2017 Fiscal Year Annual Research Report
Study on evolution of sex chromosome and sex determination system in Hokou gecko
| Project/Area Number |
17H07279
|
|---|
| Research Institution | Kwansei Gakuin University |
|---|
Principal Investigator |
松原 和純 関西学院大学, 理工学部, 助教 (90399113)
|
|---|
| Project Period (FY) |
2017-08-25 – 2019-03-31
|
| Keywords | 性染色体 / 爬虫類 / ヤモリ / 進化 |
|---|
| Outline of Annual Research Achievements |
3種の日本産ヤモリ、ニホンヤモリ、ミナミヤモリ、オキナワヤモリは近縁種でありながら異なる性決定様式をもち、ニホンヤモリとオキナワヤモリは温度依存性決定を、ミナミヤモリは雌ヘテロ型(ZZ/ZW型)の性染色体をもつ。この事からミナミヤモリの系統において比較的最近にZW型のGSDへの変遷が起きたと予想される。ミナミヤモリにおける性染色体の進化過程を解明することを目的として、性染色体連鎖遺伝子のZとWホモログの配列を比較した。先行研究においてミナミヤモリの性染色体に6つの遺伝子、ACO1、RSP6、DMRT1、CHD1、GHR、ATP5A1が同定されている。そのうちACO1、RSP6、DMRT1はZとW染色体間で逆位が生じた領域に位置する。この3遺伝子についてイントロンを挟むように複数のプライマーペアを設計し、雄2個体、雌4個体のゲノムDNAに対してPCRを行った。その結果、ACO1の第7イントロンにZとWホモログ間で差異が同定され、ZとWホモログ間で分化が生じている事が明らかとなった。ZとWホモログ間で第7イントロンの配列を比較した結果、89.1%の相同性が見られた。また、ニホンヤモリの相同配列とも比較したところ、Wホモログの配列の方が祖先配列に類似していることが推定された。一方、RSP6についてはZとWホモログ間で多型は検出されなかった。また、DMRT1のZとWホモログ間においてはイントロンの塩基配列に多型は同定されなかったが、第3エクソンに一つの塩基置換が同定された。通常、塩基配列の進化はエクソンよりもイントロン領域の方で速く進む。従って、DMRT1のZとWホモログ間では分化が生じているが、その塩基配列や遺伝子構造の差異は小さいと予想された。ACO1はW染色体短腕の末端領域に位置し、その領域以外ではZとW染色体間の塩基配列の分化はあまり進んでいないと考えられる。
|
| Current Status of Research Progress |
Current Status of Research Progress
4: Progress in research has been delayed.
Reason
研究計画には、マイクロディセクションを用いたZとW染色体の単離および次世代シーケンサーによる性染色体DNAの解析も含めていた。実際に雄2個体、雌3個体の細胞を培養し、マイクロディセクションに用いる染色体標本を作製した。しかし、マイクロマニピュレーターの移管などの事情によりマイクロディセクション実験を開始する時期が当初の予定より遅れたため、次世代シーケンス解析に至っていない。現在、次世代シーケンス解析用のライブラリー調製を行っている。
|
| Strategy for Future Research Activity |
1. H29年度の研究成果においてDMRT1のZとWホモログ間で生じた塩基置換を同定した。H30年度はDMRT1のZとWホモログの全長配列の決定を行う。雌のゲノムライブラリーを構築し、プラークハイブリダイゼーションによってZとWホモログを含むゲノム断片を単離し、上流と下流領域も含めたZとWホモログの全長塩基配列を決定する。

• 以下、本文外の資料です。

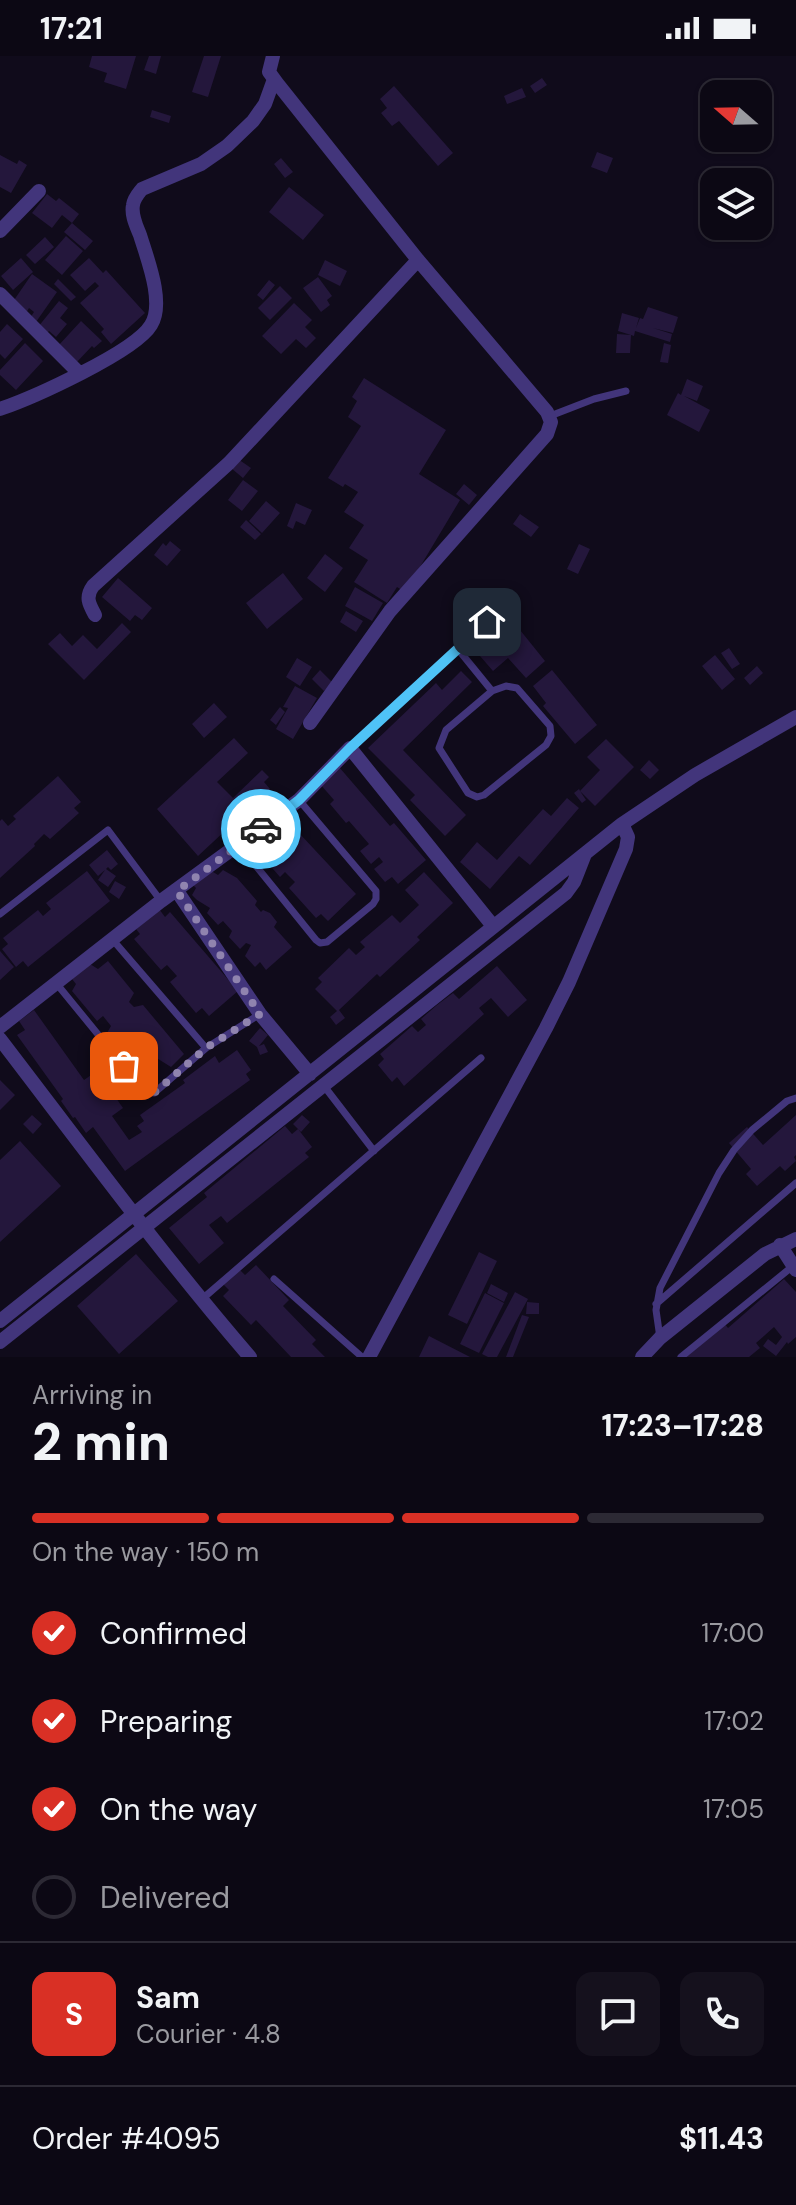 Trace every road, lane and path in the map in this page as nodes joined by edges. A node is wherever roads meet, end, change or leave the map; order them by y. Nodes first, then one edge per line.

2. マイクロディセクションによりZとW染色体を単離し、DNA増幅キットを用いて染色体DNAを増幅する。その後、染色体ペインティングによって単離した染色体がZもしくはW染色体であることを確認し、染色体DNAを次世代シーケンサーによって解析する。
3. 次世代シーケンスで得られたデータを解析し、ZとW染色体上に存在する遺伝子を同定する。ZとW染色体間で含有する遺伝子や塩基配列を詳細に比較し、片方の染色体にのみ存在する遺伝子やホモログ間で塩基配列が著しく分化している遺伝子を選抜する。また、それらの遺伝子のモデル動物での機能情報を基に性決定候補遺伝子を選抜する。
4. 胚の生殖腺の組織切片を作製し、形態的な分化の始まる時期を特定する。さらに、脊椎動物において性分化初期の生殖腺で発現することが判明している遺伝子について半定量的PCRで発現解析し、性分化時期を特定する。続いて、性分化時期の胚から性腺を摘出し、RNA-seqを行う。雌雄間で転写産物の網羅的比較を行い、発現量の差が見られる遺伝子を特定する。
5. 性分化時期の雌雄の胚や生殖腺をサンプリングし、選抜された遺伝子やDMRT1の発現解析を行う。また、DMRT1については、培養細胞におけるレポーターアッセイによってZとWホモログ間におけるシス発現調整領域の機能の差異も検証する。それらの結果に基づき、性決定候補遺伝子を特定する。
|